TASK DIRECTIONS:
When you reach the line that contains "middle mcp: (1481, 1088)" in the data below, start reproducing lines exactly, and stop after the line that contains "pinky tip: (1446, 1111)".

[Records from a data collection]
- - - - -

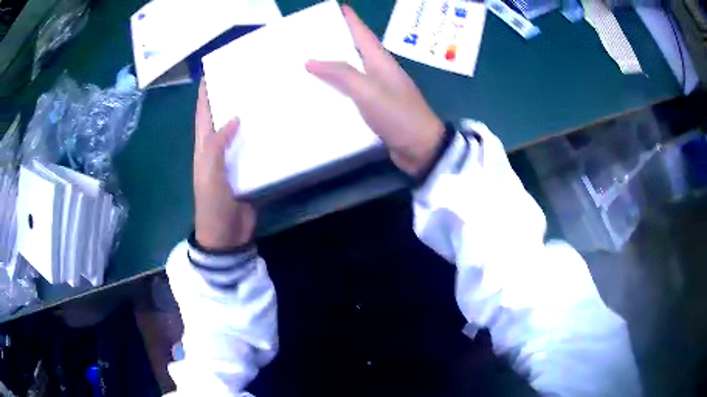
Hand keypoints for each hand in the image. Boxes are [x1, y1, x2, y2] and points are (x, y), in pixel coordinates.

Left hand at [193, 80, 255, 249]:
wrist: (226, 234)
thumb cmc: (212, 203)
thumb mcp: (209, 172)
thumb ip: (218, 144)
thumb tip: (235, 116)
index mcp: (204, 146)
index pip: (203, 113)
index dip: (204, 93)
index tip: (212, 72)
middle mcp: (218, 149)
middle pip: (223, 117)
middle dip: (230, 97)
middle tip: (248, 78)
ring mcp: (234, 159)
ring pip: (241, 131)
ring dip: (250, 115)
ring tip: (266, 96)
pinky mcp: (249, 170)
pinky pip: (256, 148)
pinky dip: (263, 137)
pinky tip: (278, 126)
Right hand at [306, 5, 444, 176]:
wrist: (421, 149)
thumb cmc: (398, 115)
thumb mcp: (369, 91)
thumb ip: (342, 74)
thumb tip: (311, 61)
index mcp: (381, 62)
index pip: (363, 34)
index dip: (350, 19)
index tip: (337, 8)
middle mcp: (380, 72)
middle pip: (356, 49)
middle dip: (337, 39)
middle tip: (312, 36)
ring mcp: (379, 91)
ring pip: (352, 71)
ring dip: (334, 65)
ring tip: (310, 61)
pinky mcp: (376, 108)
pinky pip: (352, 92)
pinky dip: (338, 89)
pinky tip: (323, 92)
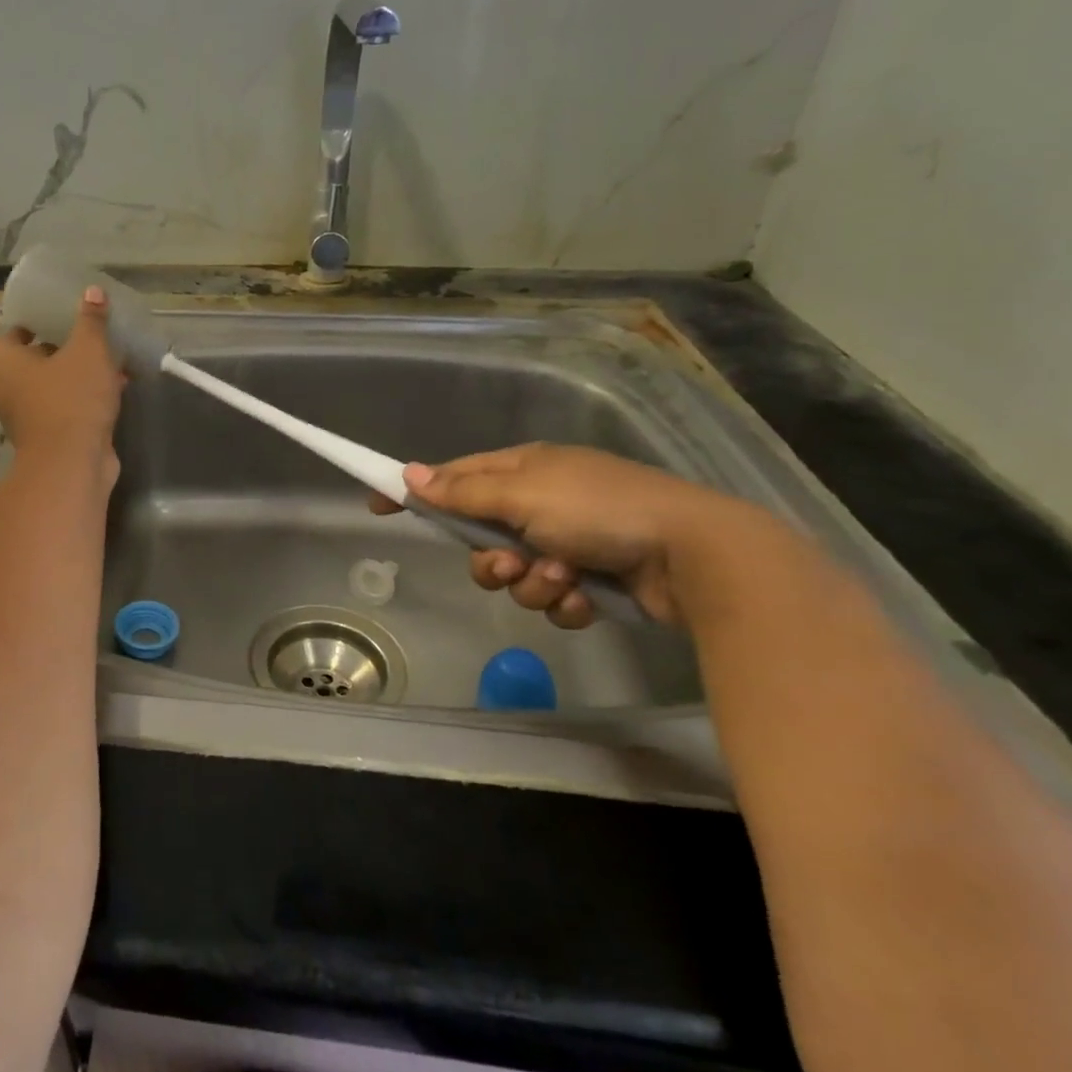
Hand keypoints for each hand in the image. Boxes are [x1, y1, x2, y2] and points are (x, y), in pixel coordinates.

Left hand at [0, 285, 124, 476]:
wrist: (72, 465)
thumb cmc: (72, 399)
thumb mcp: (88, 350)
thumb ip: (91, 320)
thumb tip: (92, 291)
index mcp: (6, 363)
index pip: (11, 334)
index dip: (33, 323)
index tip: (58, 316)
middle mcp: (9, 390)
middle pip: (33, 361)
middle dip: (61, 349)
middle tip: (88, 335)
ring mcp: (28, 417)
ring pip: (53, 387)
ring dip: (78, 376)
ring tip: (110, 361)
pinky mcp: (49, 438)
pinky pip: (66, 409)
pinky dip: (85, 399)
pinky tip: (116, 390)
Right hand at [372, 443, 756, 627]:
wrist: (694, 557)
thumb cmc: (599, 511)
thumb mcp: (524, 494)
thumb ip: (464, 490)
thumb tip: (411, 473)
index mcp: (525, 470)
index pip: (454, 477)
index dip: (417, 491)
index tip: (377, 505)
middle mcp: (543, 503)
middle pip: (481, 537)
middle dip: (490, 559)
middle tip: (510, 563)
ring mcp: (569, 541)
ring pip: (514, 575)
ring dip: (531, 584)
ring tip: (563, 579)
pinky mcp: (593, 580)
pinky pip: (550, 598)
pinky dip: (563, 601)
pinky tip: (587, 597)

- - - - -

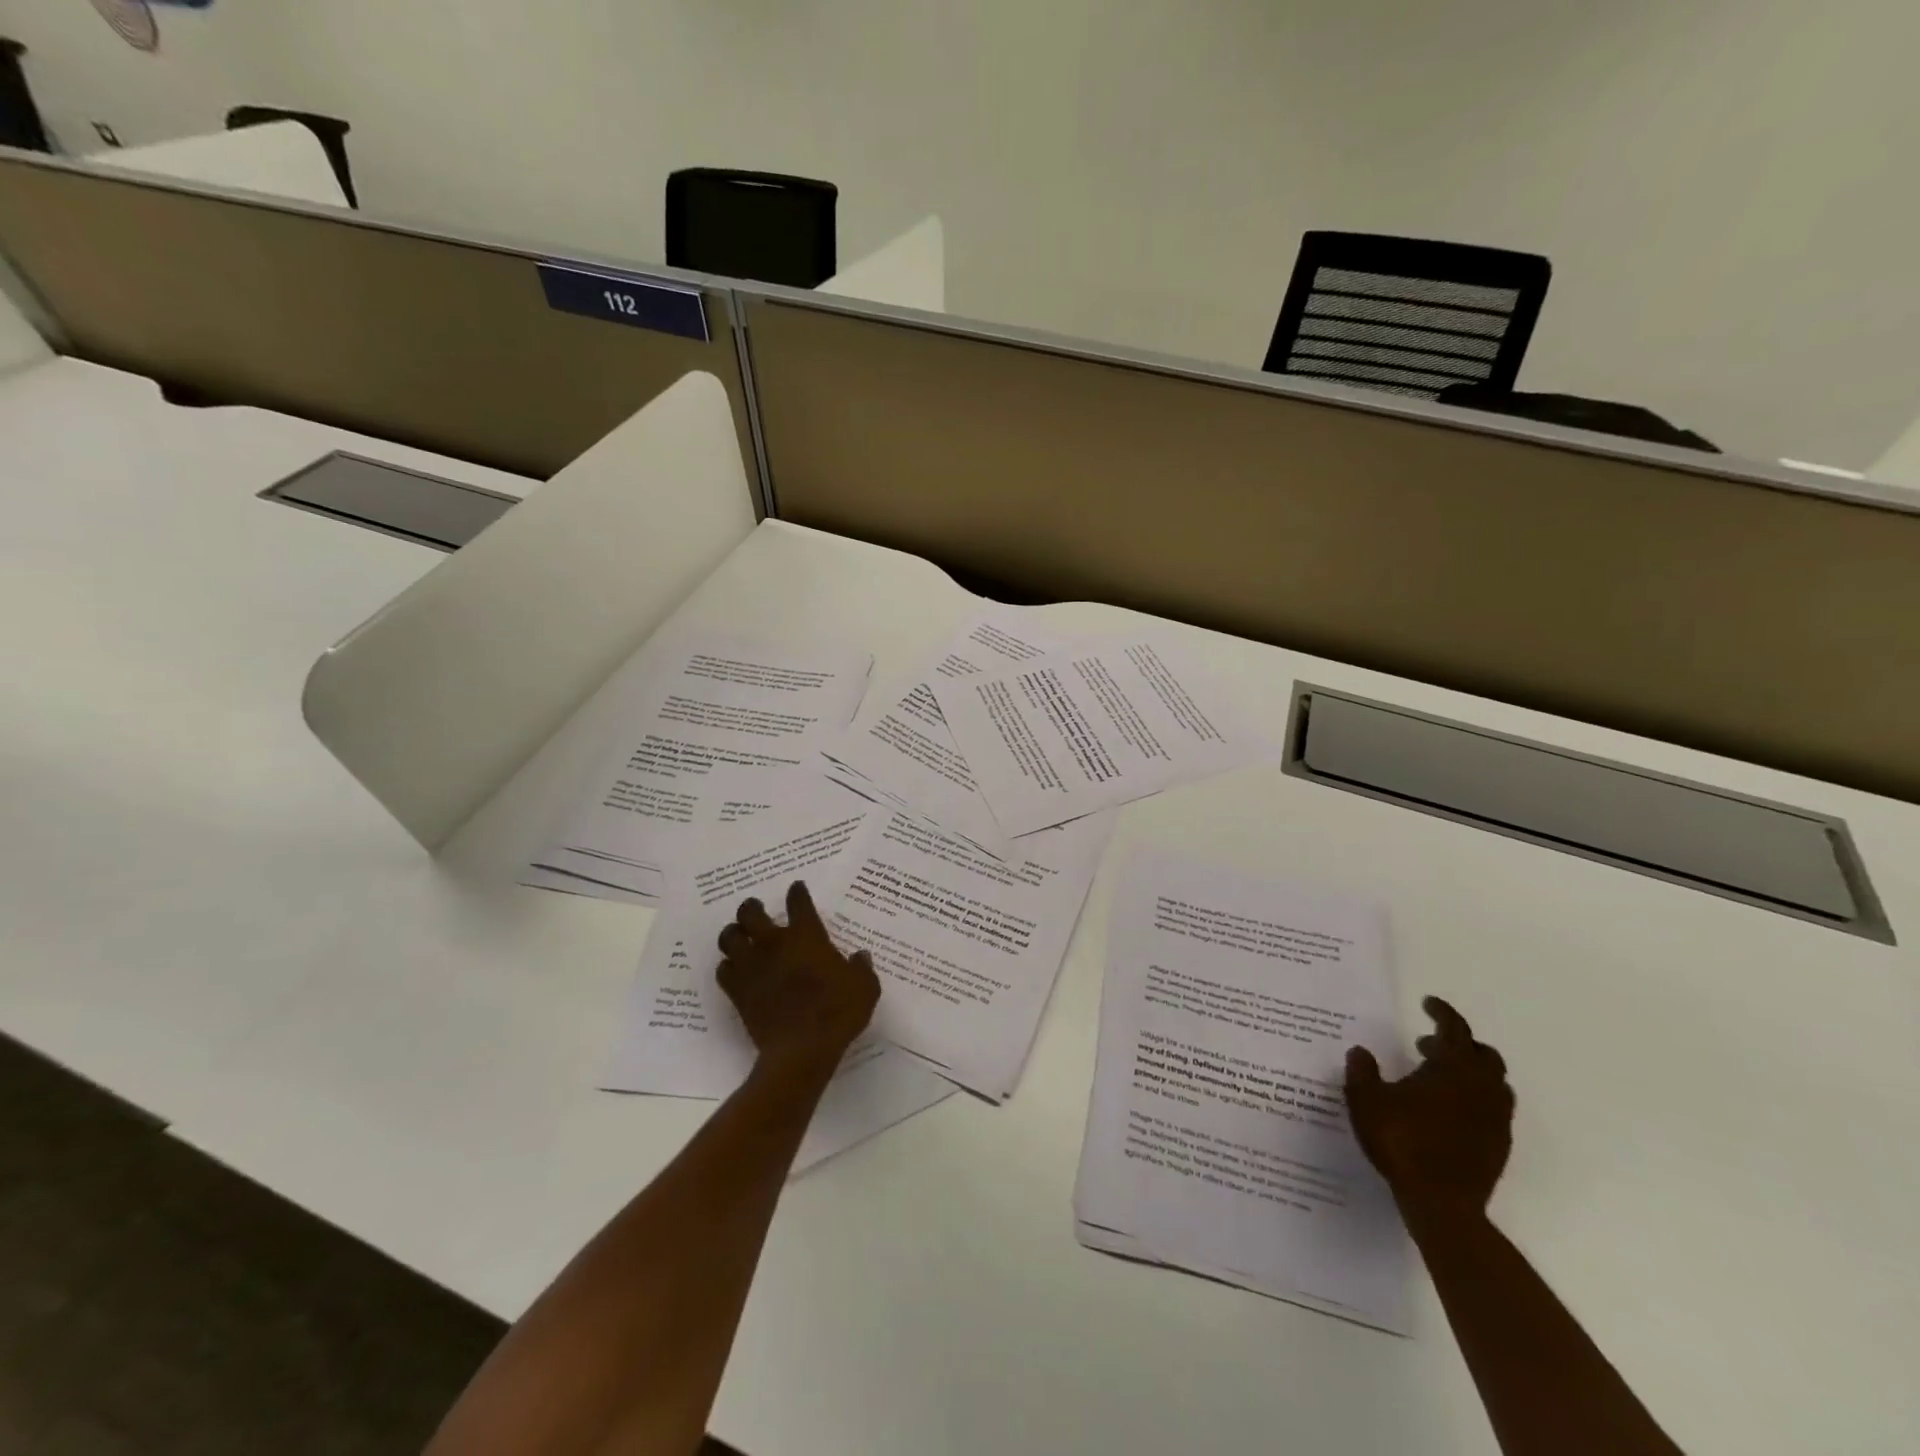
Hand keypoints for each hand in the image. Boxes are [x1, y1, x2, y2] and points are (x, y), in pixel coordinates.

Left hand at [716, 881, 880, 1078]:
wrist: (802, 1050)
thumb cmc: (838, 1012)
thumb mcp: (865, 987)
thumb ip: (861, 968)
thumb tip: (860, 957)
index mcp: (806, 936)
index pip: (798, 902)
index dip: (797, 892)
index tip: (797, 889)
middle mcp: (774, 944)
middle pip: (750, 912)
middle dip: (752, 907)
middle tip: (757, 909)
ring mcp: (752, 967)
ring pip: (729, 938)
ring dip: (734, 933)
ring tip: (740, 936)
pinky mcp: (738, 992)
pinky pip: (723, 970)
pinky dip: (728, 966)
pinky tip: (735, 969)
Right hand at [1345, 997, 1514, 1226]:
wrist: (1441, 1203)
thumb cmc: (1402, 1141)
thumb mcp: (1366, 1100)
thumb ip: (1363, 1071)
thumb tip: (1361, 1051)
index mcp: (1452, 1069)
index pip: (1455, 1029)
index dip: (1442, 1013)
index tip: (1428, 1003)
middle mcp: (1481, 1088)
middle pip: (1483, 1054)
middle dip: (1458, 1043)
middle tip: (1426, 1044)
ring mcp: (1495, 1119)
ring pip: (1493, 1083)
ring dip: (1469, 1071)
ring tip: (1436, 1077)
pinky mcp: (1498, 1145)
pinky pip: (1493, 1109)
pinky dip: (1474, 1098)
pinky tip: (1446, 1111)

- - - - -

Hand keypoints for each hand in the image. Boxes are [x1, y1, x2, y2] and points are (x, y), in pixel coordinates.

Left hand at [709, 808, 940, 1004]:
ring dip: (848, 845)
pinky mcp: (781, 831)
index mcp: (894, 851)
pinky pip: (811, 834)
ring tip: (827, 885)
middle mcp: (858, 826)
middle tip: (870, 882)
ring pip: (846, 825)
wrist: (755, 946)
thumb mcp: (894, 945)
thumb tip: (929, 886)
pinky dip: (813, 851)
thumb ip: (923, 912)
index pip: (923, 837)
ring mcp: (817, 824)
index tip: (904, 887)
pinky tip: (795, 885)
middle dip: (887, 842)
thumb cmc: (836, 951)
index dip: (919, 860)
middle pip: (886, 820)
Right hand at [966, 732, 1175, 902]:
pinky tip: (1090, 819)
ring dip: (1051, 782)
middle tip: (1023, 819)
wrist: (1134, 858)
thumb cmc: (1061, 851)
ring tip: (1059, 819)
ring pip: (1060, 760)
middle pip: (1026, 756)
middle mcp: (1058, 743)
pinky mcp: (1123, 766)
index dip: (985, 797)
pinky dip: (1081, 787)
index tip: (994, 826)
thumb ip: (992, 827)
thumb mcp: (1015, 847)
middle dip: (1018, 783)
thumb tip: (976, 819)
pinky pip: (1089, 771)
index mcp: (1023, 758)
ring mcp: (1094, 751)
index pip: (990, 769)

- - - - -

TASK SOLUTION:
middle mcp: (1481, 1088)
middle pip: (1483, 1054)
middle dip: (1458, 1043)
middle tip: (1426, 1044)
ring mcp: (1495, 1119)
ring pip: (1493, 1083)
ring dip: (1469, 1071)
ring tip: (1436, 1077)
pinky mcp: (1498, 1145)
pinky pip: (1493, 1109)
pinky dip: (1474, 1098)
pinky tip: (1446, 1111)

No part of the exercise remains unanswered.